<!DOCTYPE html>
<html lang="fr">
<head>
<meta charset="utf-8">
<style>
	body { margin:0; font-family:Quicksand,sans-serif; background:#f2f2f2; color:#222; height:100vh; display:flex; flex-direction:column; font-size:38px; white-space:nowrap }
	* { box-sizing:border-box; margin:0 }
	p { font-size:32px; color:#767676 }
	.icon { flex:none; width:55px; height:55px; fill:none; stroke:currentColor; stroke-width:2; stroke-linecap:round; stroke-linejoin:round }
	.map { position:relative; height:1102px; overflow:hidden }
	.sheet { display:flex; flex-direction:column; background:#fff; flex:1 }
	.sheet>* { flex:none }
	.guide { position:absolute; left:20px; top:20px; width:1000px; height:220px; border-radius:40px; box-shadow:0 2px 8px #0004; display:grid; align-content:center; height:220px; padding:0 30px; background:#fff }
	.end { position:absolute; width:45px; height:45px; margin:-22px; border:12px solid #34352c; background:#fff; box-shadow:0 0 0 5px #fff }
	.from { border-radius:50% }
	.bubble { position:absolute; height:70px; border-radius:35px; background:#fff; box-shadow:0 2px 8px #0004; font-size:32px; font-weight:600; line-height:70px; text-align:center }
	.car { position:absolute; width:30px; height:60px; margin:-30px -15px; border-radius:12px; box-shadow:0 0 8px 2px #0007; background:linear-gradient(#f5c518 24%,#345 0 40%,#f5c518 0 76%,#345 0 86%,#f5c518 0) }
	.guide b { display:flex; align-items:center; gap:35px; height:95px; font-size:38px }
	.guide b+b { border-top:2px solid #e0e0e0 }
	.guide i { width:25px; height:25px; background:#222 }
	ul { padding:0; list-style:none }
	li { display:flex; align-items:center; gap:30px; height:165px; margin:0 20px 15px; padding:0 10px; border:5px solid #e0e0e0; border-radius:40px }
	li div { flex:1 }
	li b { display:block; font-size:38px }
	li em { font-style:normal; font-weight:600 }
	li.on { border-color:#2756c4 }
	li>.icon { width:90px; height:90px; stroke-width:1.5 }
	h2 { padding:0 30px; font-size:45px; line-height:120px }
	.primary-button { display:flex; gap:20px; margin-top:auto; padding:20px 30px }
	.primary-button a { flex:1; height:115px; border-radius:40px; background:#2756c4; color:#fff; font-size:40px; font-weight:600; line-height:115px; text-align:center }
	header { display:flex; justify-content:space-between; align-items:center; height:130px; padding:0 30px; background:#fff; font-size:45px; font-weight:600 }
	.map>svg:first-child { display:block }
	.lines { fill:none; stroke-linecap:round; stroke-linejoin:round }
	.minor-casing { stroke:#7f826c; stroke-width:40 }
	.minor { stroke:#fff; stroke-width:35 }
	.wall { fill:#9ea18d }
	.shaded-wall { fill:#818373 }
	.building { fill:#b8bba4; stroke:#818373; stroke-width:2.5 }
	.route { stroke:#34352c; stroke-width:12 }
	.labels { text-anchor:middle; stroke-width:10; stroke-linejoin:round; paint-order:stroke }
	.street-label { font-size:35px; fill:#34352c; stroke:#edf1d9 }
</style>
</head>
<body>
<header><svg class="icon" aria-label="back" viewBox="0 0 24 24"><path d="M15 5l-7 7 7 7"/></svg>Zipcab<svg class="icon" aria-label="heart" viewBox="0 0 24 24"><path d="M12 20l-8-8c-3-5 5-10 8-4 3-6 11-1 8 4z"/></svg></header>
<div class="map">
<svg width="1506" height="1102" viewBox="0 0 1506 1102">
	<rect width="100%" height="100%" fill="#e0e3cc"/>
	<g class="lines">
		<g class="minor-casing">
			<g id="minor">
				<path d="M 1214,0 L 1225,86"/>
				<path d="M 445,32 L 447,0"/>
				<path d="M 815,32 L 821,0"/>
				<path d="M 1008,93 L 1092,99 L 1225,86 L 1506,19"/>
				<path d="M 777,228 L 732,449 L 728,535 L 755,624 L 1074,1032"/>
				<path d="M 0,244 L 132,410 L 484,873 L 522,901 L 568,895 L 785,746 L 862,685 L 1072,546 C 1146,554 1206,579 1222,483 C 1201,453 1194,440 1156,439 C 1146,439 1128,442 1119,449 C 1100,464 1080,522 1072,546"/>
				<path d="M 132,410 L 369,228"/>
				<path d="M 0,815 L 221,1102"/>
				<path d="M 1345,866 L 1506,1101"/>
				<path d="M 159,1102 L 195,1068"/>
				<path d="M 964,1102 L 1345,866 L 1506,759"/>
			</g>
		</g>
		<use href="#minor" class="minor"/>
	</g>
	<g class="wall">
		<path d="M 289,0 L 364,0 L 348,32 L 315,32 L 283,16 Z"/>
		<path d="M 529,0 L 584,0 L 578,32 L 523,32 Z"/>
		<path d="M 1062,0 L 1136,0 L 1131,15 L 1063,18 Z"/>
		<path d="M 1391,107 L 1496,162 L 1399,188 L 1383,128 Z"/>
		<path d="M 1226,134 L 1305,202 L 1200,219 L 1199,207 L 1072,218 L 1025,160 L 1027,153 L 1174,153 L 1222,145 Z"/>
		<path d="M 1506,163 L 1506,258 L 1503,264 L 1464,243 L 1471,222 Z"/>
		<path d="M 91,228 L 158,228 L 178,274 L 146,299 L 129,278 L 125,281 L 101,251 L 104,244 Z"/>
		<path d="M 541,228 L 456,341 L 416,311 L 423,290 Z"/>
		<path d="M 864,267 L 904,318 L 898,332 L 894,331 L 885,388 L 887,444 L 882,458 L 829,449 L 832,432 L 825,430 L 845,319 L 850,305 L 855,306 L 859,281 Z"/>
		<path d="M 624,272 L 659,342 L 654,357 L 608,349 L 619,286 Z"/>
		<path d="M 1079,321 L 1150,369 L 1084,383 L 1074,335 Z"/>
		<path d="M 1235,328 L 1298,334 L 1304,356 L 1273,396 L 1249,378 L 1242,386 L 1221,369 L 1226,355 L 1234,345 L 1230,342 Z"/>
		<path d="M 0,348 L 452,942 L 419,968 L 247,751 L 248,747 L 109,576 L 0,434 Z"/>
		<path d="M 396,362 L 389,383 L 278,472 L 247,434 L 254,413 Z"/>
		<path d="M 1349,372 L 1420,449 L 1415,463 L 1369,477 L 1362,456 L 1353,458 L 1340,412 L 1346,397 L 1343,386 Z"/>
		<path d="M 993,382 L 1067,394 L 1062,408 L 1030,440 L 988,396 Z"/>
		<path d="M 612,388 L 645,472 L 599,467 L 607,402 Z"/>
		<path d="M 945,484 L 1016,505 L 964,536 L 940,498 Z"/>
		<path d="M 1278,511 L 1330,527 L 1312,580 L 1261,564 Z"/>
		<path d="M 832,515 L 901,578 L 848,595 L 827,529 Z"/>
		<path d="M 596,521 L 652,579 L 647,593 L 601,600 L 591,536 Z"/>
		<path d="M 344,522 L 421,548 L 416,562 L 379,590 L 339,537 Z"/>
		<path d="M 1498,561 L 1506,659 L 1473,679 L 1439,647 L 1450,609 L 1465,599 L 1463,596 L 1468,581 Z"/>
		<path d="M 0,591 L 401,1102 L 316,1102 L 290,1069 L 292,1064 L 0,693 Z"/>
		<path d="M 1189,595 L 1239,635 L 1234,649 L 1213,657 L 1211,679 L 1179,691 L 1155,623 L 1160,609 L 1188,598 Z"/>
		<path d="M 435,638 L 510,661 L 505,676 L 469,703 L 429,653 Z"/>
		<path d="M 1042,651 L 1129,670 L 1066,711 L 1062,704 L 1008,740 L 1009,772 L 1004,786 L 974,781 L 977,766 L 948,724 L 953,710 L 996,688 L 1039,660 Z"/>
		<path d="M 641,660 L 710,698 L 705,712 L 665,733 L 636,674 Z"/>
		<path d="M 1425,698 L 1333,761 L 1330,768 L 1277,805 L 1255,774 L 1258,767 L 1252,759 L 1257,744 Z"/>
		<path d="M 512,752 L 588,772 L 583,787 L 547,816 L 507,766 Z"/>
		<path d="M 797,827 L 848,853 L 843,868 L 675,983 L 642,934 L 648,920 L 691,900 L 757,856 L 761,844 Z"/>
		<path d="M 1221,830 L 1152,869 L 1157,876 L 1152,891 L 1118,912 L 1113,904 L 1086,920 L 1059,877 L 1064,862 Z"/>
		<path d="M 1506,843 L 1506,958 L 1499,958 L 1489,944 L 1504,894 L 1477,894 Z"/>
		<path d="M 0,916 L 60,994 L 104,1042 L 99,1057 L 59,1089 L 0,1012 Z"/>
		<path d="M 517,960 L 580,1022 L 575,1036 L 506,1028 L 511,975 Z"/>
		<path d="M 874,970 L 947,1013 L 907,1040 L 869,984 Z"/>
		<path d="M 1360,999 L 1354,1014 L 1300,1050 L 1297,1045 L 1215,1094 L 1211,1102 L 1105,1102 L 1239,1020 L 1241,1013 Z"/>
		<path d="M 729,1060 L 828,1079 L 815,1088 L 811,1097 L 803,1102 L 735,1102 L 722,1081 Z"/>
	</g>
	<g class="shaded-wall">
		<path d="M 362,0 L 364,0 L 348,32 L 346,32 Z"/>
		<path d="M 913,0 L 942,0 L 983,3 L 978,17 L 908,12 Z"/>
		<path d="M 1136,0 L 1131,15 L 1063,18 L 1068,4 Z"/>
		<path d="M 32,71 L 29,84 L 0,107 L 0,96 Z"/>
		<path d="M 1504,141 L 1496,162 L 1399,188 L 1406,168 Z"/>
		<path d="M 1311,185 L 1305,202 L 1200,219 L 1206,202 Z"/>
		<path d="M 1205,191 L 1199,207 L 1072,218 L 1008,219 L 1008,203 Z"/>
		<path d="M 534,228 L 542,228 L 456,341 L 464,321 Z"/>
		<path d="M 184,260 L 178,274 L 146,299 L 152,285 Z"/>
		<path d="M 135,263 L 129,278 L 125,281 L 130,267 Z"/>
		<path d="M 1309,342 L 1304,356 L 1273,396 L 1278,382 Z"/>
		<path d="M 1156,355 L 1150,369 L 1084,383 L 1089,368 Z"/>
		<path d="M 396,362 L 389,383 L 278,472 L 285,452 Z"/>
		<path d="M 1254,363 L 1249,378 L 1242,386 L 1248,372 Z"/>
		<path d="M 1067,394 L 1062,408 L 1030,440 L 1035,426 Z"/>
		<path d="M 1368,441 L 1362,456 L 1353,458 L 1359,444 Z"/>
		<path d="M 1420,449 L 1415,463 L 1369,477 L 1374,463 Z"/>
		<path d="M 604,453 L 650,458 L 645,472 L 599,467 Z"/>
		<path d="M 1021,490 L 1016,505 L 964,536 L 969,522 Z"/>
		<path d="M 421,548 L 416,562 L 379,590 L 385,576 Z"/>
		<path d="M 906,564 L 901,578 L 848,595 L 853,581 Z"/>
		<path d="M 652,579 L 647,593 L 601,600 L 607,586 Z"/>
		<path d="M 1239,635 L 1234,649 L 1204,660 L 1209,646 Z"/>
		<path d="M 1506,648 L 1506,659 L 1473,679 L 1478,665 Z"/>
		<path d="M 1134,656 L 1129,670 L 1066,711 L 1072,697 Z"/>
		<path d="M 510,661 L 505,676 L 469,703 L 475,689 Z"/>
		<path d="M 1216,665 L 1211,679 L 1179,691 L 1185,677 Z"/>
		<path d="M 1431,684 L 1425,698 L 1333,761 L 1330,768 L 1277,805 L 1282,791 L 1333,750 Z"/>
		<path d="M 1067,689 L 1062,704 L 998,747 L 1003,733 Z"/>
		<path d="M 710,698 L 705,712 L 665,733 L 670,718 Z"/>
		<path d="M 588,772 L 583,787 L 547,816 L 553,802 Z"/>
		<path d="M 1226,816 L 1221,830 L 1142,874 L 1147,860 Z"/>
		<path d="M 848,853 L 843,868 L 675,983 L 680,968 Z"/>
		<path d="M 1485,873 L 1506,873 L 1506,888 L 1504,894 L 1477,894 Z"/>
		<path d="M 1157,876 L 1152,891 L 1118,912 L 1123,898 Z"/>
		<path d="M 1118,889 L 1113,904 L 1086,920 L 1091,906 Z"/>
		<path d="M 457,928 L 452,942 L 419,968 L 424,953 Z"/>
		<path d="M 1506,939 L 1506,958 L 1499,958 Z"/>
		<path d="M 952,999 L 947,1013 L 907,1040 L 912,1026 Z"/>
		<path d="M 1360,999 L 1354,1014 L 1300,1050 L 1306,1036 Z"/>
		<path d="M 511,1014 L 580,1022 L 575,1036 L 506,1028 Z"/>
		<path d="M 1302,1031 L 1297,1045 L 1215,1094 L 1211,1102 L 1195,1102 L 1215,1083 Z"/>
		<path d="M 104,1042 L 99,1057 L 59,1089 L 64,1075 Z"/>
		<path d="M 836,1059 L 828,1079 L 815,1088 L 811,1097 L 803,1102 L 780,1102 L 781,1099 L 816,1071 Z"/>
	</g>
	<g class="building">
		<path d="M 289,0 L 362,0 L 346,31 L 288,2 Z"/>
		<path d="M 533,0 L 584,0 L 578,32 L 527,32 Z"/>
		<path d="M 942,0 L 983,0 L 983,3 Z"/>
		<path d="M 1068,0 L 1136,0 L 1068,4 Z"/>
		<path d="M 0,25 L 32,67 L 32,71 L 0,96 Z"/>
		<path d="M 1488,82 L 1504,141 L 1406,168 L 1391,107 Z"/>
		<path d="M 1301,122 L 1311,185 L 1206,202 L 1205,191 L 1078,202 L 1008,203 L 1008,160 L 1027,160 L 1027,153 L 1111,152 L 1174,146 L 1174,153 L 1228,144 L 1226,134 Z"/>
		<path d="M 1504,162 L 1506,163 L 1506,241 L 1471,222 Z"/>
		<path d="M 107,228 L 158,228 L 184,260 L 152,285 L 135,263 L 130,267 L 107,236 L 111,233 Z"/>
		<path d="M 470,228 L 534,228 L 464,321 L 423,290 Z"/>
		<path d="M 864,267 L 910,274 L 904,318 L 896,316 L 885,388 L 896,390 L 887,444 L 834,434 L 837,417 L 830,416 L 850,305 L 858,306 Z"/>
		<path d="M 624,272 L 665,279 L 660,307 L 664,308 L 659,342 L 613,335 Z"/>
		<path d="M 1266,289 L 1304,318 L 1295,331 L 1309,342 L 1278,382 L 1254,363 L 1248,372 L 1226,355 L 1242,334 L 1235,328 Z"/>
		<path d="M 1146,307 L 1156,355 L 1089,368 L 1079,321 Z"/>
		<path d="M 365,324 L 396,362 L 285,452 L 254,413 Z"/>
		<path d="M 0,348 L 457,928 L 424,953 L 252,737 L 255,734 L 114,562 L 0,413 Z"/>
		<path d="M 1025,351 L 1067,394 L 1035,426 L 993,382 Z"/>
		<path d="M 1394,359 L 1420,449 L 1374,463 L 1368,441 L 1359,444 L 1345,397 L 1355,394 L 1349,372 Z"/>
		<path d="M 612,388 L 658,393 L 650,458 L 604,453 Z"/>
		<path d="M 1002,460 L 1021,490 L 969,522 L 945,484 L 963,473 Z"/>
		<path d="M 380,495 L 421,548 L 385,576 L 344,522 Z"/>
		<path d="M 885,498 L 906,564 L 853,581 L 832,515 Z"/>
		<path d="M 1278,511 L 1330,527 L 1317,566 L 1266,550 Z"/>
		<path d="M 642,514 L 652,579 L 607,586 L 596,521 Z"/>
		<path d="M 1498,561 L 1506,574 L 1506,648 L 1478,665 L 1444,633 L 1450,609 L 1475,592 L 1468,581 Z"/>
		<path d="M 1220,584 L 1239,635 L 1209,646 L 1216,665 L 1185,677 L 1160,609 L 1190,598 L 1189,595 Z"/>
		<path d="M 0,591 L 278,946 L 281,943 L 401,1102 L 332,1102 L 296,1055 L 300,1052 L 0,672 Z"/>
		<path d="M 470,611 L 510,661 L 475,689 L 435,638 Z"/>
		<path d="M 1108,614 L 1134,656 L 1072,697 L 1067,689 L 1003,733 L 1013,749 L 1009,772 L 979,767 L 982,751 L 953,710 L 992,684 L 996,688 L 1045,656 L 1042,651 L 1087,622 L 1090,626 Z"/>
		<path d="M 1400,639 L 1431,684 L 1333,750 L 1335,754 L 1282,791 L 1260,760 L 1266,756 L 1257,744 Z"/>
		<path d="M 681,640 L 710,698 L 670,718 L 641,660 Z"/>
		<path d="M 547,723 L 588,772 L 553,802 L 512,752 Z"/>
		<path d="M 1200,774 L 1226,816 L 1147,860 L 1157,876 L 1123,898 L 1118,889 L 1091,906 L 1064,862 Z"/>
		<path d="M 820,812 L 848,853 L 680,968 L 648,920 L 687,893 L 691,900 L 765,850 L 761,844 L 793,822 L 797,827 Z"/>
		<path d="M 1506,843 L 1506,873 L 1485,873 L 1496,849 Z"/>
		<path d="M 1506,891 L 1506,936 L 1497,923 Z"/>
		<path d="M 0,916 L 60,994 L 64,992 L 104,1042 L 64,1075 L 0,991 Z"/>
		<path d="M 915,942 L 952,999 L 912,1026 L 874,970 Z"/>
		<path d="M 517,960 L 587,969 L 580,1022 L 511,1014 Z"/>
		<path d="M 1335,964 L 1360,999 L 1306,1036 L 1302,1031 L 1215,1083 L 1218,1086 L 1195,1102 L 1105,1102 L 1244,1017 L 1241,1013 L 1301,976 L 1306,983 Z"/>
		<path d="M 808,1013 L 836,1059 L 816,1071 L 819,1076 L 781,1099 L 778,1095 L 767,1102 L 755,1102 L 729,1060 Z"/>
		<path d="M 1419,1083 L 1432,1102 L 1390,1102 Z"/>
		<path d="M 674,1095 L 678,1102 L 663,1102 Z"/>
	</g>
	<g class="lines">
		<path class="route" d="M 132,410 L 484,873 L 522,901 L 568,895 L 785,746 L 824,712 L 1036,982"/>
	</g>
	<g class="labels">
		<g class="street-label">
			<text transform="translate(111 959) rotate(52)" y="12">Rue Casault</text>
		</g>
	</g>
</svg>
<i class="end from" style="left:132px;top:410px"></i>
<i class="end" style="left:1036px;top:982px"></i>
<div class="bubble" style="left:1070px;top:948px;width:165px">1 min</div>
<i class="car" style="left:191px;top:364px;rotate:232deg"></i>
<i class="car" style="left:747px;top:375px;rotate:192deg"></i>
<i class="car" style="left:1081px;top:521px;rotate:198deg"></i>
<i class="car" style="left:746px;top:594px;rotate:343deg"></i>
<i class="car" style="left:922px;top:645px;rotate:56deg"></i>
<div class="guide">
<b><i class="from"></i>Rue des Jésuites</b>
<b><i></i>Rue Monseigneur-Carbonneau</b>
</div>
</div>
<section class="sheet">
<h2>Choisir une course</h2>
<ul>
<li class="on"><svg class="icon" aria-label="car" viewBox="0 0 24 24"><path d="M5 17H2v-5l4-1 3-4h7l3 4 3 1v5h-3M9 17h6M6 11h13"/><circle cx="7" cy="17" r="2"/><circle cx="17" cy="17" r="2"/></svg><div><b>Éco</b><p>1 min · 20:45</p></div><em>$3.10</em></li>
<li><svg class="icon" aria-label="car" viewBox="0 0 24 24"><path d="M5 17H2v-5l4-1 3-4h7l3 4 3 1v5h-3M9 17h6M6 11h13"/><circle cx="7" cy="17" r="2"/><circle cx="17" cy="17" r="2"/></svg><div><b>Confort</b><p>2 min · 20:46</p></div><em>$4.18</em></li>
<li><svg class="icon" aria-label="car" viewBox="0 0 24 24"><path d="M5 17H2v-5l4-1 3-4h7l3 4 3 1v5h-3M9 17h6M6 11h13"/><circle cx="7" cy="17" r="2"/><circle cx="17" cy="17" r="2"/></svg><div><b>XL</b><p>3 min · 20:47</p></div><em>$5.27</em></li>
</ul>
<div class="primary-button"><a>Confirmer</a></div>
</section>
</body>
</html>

--------------------

## What the task asks
Starting from the first line of the records above, retype each line exactly up to and including the one that contains "position:absolute; left:20px; top:20px;", and nothing more.

## Result of this exercise
<!DOCTYPE html>
<html lang="fr">
<head>
<meta charset="utf-8">
<style>
	body { margin:0; font-family:Quicksand,sans-serif; background:#f2f2f2; color:#222; height:100vh; display:flex; flex-direction:column; font-size:38px; white-space:nowrap }
	* { box-sizing:border-box; margin:0 }
	p { font-size:32px; color:#767676 }
	.icon { flex:none; width:55px; height:55px; fill:none; stroke:currentColor; stroke-width:2; stroke-linecap:round; stroke-linejoin:round }
	.map { position:relative; height:1102px; overflow:hidden }
	.sheet { display:flex; flex-direction:column; background:#fff; flex:1 }
	.sheet>* { flex:none }
	.guide { position:absolute; left:20px; top:20px; width:1000px; height:220px; border-radius:40px; box-shadow:0 2px 8px #0004; display:grid; align-content:center; height:220px; padding:0 30px; background:#fff }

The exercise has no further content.